** Provided data follows **

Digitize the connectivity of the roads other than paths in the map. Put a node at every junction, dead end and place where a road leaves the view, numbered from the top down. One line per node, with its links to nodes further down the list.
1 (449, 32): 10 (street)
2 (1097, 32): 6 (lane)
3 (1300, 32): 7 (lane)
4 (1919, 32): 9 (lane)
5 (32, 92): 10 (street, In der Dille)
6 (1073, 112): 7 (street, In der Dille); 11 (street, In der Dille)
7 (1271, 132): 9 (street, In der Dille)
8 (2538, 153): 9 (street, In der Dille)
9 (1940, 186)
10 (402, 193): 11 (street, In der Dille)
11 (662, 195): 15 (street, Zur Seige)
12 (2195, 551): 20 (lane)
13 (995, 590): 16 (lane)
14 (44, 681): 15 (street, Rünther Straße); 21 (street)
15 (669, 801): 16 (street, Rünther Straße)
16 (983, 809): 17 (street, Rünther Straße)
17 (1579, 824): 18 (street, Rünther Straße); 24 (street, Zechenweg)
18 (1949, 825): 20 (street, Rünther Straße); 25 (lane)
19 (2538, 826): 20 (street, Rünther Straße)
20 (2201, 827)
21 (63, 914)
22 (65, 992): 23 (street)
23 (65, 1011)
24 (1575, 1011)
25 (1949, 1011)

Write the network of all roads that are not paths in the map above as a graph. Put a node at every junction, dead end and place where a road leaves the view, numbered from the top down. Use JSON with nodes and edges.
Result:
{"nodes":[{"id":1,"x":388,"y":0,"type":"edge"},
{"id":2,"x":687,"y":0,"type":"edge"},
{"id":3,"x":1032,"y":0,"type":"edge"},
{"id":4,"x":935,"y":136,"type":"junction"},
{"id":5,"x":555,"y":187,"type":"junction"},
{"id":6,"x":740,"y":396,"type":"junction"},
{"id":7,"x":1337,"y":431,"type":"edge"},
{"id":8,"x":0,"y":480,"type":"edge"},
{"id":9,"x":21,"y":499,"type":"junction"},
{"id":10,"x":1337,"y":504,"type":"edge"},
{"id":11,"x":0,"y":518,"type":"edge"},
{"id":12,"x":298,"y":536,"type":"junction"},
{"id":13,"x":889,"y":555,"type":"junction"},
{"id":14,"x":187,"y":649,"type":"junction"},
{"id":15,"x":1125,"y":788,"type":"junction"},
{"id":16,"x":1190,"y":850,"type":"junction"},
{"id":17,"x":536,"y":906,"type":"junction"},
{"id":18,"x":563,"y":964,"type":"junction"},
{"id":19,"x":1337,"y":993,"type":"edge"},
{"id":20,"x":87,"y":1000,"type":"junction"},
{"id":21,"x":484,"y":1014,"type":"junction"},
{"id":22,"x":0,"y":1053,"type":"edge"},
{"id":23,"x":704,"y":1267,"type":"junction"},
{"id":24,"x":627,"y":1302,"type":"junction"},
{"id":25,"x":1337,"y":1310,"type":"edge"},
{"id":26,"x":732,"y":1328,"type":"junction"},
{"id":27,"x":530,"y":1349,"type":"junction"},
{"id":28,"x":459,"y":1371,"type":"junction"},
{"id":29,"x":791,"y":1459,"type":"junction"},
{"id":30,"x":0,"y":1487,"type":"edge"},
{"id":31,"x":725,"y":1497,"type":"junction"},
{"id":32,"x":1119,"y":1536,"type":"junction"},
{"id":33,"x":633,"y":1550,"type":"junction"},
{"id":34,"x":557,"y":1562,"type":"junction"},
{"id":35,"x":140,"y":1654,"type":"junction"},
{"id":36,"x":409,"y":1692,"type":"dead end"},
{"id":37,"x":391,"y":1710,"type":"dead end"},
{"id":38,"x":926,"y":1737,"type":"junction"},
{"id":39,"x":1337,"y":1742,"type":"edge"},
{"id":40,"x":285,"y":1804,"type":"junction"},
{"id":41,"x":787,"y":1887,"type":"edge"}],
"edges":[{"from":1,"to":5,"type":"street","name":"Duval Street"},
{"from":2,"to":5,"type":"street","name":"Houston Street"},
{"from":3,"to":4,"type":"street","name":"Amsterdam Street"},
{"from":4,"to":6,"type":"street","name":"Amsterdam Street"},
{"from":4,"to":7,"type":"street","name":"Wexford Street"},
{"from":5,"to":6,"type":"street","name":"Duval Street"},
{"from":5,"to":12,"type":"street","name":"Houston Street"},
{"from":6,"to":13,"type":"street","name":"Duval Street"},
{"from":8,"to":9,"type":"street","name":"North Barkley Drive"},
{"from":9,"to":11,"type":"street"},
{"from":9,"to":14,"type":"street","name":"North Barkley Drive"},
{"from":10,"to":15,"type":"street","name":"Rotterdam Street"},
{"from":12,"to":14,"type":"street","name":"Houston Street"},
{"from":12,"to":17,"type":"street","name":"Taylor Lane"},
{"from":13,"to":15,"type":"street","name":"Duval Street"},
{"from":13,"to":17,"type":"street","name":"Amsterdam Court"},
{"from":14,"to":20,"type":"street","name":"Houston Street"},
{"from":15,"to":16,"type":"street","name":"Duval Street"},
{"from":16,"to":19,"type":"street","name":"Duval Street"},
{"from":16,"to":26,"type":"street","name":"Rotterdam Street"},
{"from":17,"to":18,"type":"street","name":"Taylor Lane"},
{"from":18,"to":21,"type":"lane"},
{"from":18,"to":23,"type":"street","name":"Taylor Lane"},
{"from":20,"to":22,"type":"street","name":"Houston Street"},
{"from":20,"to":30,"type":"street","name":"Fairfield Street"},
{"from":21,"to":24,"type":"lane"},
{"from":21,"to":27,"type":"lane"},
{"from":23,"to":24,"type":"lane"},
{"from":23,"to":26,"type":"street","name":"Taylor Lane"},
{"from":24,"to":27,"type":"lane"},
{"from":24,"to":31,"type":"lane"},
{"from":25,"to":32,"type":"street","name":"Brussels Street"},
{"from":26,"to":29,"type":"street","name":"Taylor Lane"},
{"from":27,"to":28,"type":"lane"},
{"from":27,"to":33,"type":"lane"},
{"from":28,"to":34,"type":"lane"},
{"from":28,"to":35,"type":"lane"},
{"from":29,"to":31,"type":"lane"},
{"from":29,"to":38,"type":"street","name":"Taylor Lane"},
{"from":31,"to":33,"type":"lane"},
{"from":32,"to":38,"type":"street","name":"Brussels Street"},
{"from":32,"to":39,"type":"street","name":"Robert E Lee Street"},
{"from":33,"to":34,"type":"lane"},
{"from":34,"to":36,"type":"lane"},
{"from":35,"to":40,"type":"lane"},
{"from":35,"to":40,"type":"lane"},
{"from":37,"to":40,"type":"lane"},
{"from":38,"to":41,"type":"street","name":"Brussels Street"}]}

** End of Provided data **

» **Assigned task**:
Where does the string "leaves" appear in the records? Copy every line that holds it.

» **Task response**:
Digitize the connectivity of the roads other than paths in the map. Put a node at every junction, dead end and place where a road leaves the view, numbered from the top down. One line per node, with its links to nodes further down the list.
Write the network of all roads that are not paths in the map above as a graph. Put a node at every junction, dead end and place where a road leaves the view, numbered from the top down. Use JSON with nodes and edges.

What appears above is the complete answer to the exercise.